## THE TASK
Draw out every line with the word "Dahlialaan" from the listing below.

## INPUT DATA
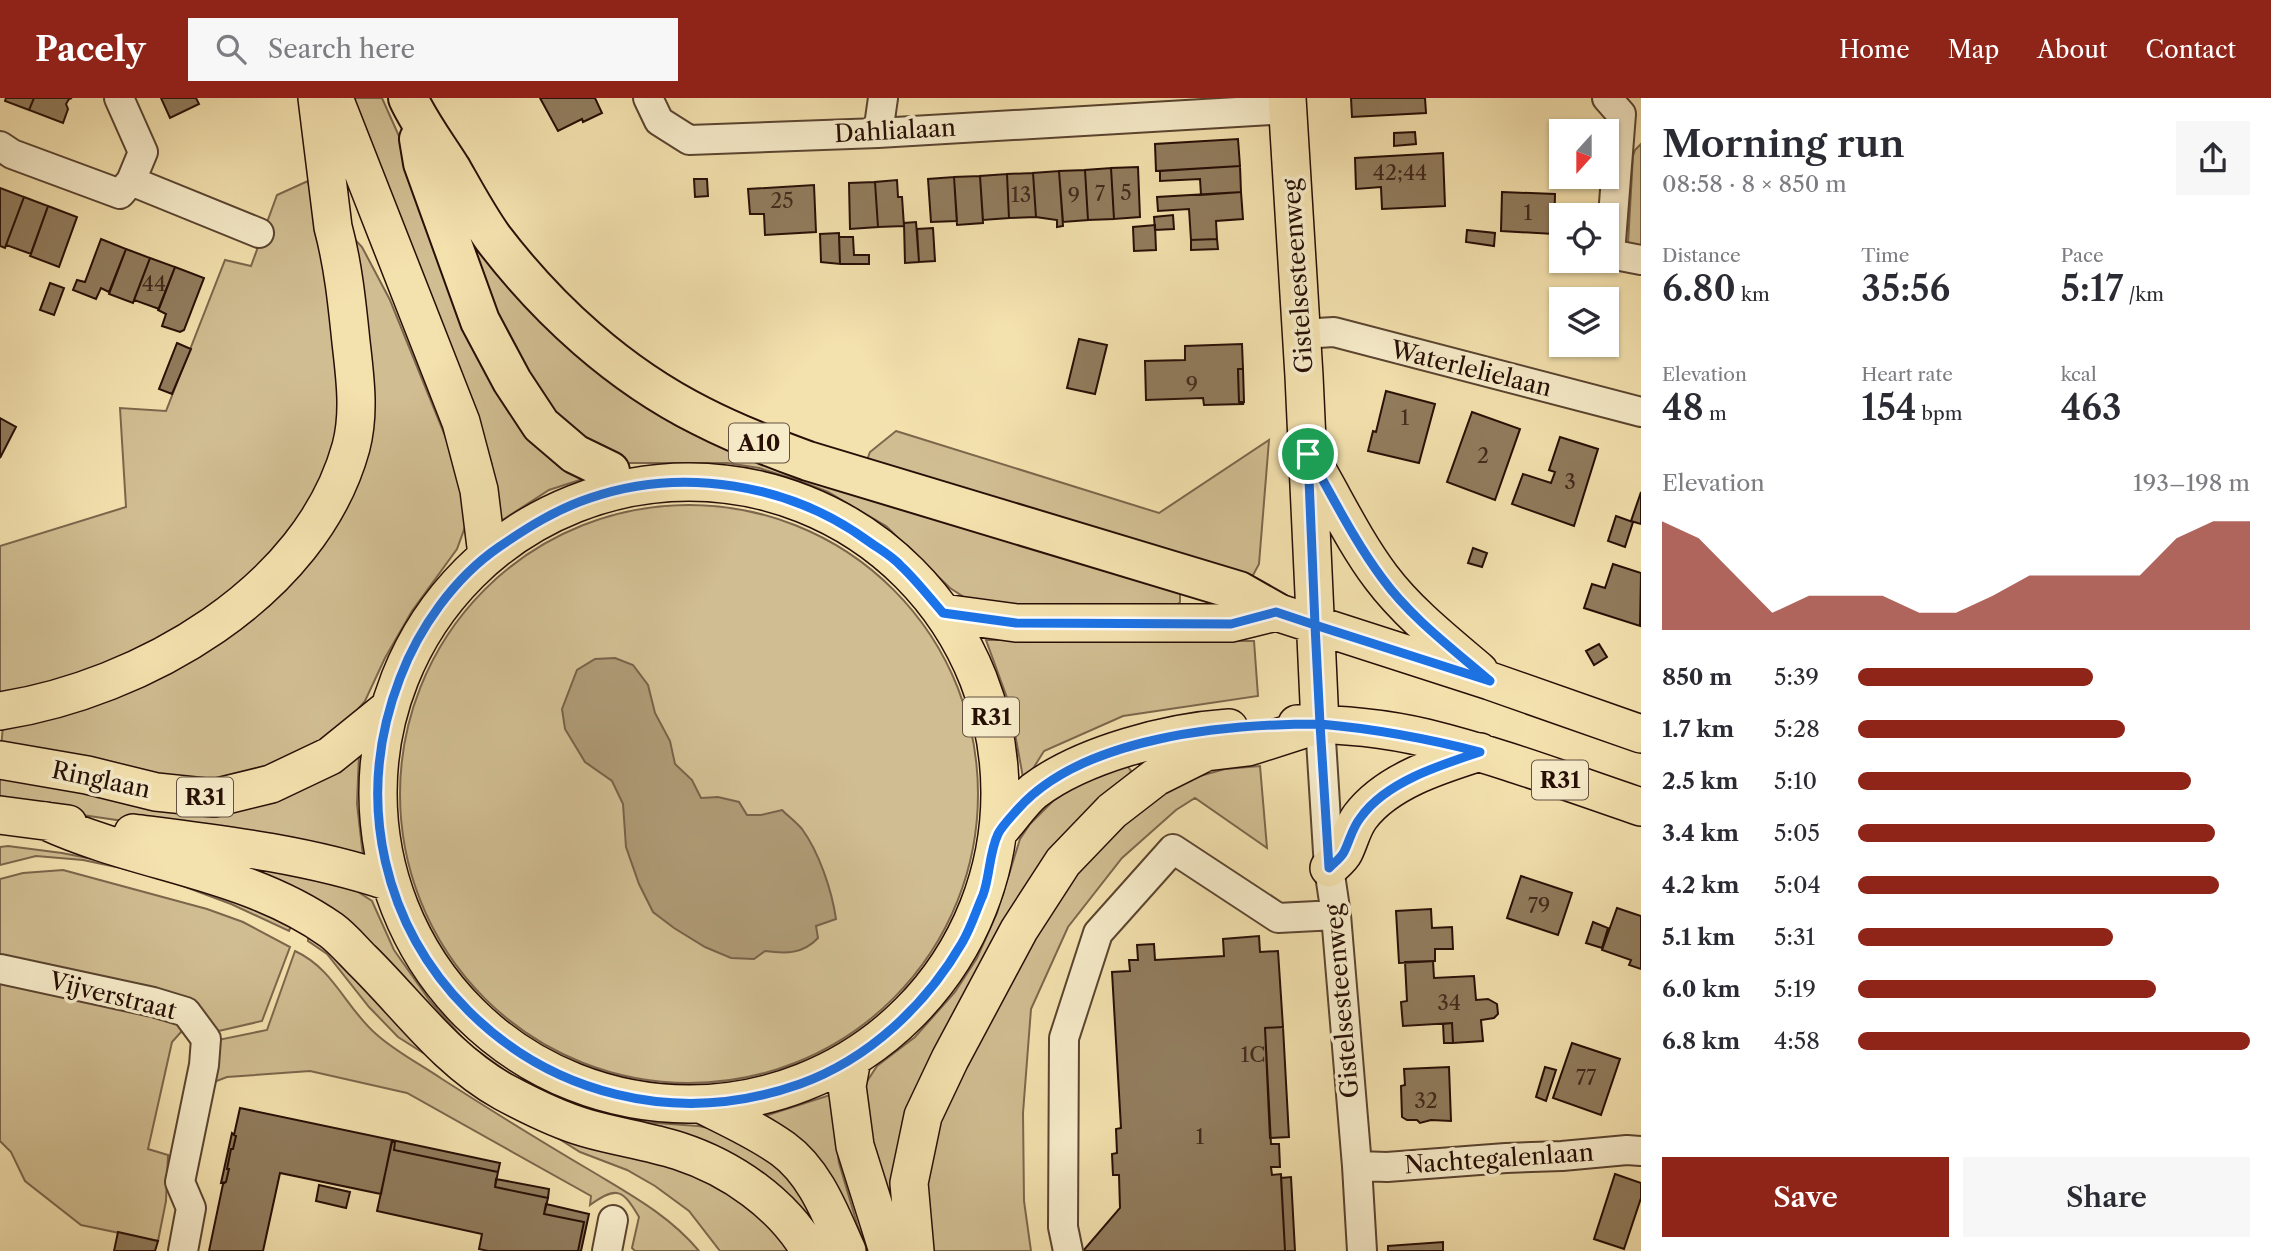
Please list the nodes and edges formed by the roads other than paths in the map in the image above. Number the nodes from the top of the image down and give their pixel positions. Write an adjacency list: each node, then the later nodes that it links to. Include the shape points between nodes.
1 (119, 98): 11 (street, via 144,152)
2 (317, 98): 25 (main road, via 357,411 351,447 331,498 303,544 270,578 190,640 127,675 80,693)
3 (334, 98): 19 (main road, via 461,422 479,489)
4 (648, 98): 9 (street, Dahlialaan, via 659,121 689,140)
5 (883, 98): 9 (street)
6 (1287, 106): 9 (street, Dahlialaan); 14 (main road, Gistelsesteenweg)
7 (412, 107): 17 (highway, A10, via 423,163 480,321 512,381 541,425 575,454); 20 (highway, A10, via 492,237 542,296 587,339 698,415 808,461 1239,591)
8 (1623, 110): 13 (street, via 1610,254)
9 (878, 133)
10 (0, 146): 11 (street, via 120,194)
11 (131, 181): 12 (street)
12 (259, 233)
13 (1641, 260)
14 (1301, 334): 15 (street, Waterlelielaan, via 1334,332); 16 (main road, Gistelsesteenweg)
15 (1641, 412)
16 (1308, 454): 22 (main road, Gistelsesteenweg); 23 (main road, via 1381,578)
17 (610, 471): 18 (main road, A10)
18 (652, 484): 19 (main road, R31, via 593,497 559,511); 21 (main road, R31, via 719,483 784,497 821,513 845,524 899,563)
19 (487, 555): 24 (main road, R31, via 444,600 417,641)
20 (1276, 612): 21 (main road, via 1231,624 1016,623); 22 (main road)
21 (943, 613): 33 (main road, R31, via 972,663 991,718 1000,774)
22 (1315, 625): 23 (main road); 26 (main road, Gistelsesteenweg)
23 (1490, 681): 27 (main road)
24 (388, 709): 29 (main road, Ringlaan / R31, via 330,756 271,785 214,798 156,792); 35 (main road, R31, via 378,766 378,824)
25 (0, 710)
26 (1320, 724): 28 (main road, R31, via 1424,737); 33 (main road, R31, via 1217,729 1101,756 1033,793); 34 (street, Gistelsesteenweg); 48 (main road, via 1248,747 1206,752 1156,776 1112,811 1063,862 1019,930 923,1116 909,1183)
27 (1641, 734)
28 (1480, 752): 30 (main road, R31); 34 (main road, via 1390,790 1362,815 1343,854)
29 (0, 760)
30 (1641, 807)
31 (0, 815): 32 (main road, Ringlaan / R31)
32 (46, 821): 35 (main road, Ringlaan / R31, via 335,864); 45 (main road, via 80,837 221,876 312,918 334,932 383,980 422,1026 501,1090 585,1128 679,1151 719,1167 779,1211)
33 (998, 832): 38 (main road, R31, via 986,886 965,938 935,984 897,1025)
34 (1329, 868): 36 (street, Gistelsesteenweg)
35 (390, 882): 39 (main road, R31, via 416,945 456,1000 507,1046 567,1079 633,1099)
36 (1336, 915): 41 (street, Gistelsesteenweg); 49 (street, via 1278,918 1173,849 1098,933 1064,1038 1063,1227)
37 (0, 969): 43 (street, Vijverstraat, via 186,1012 206,1039 180,1182 191,1209)
38 (852, 1059): 39 (main road, R31, via 805,1082 754,1098); 47 (main road, via 847,1086 855,1146)
39 (701, 1104): 46 (main road, via 786,1151 811,1179)
40 (1641, 1152): 41 (street, Nachtegalenlaan)
41 (1357, 1166): 50 (street, Gistelsesteenweg)
42 (613, 1220): 44 (street)
43 (183, 1251)
44 (607, 1251)
45 (810, 1251)
46 (846, 1251)
47 (888, 1251)
48 (915, 1251)
49 (1068, 1251)
50 (1362, 1251)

## RESPONSE TO THIS EXERCISE
4 (648, 98): 9 (street, Dahlialaan, via 659,121 689,140)
6 (1287, 106): 9 (street, Dahlialaan); 14 (main road, Gistelsesteenweg)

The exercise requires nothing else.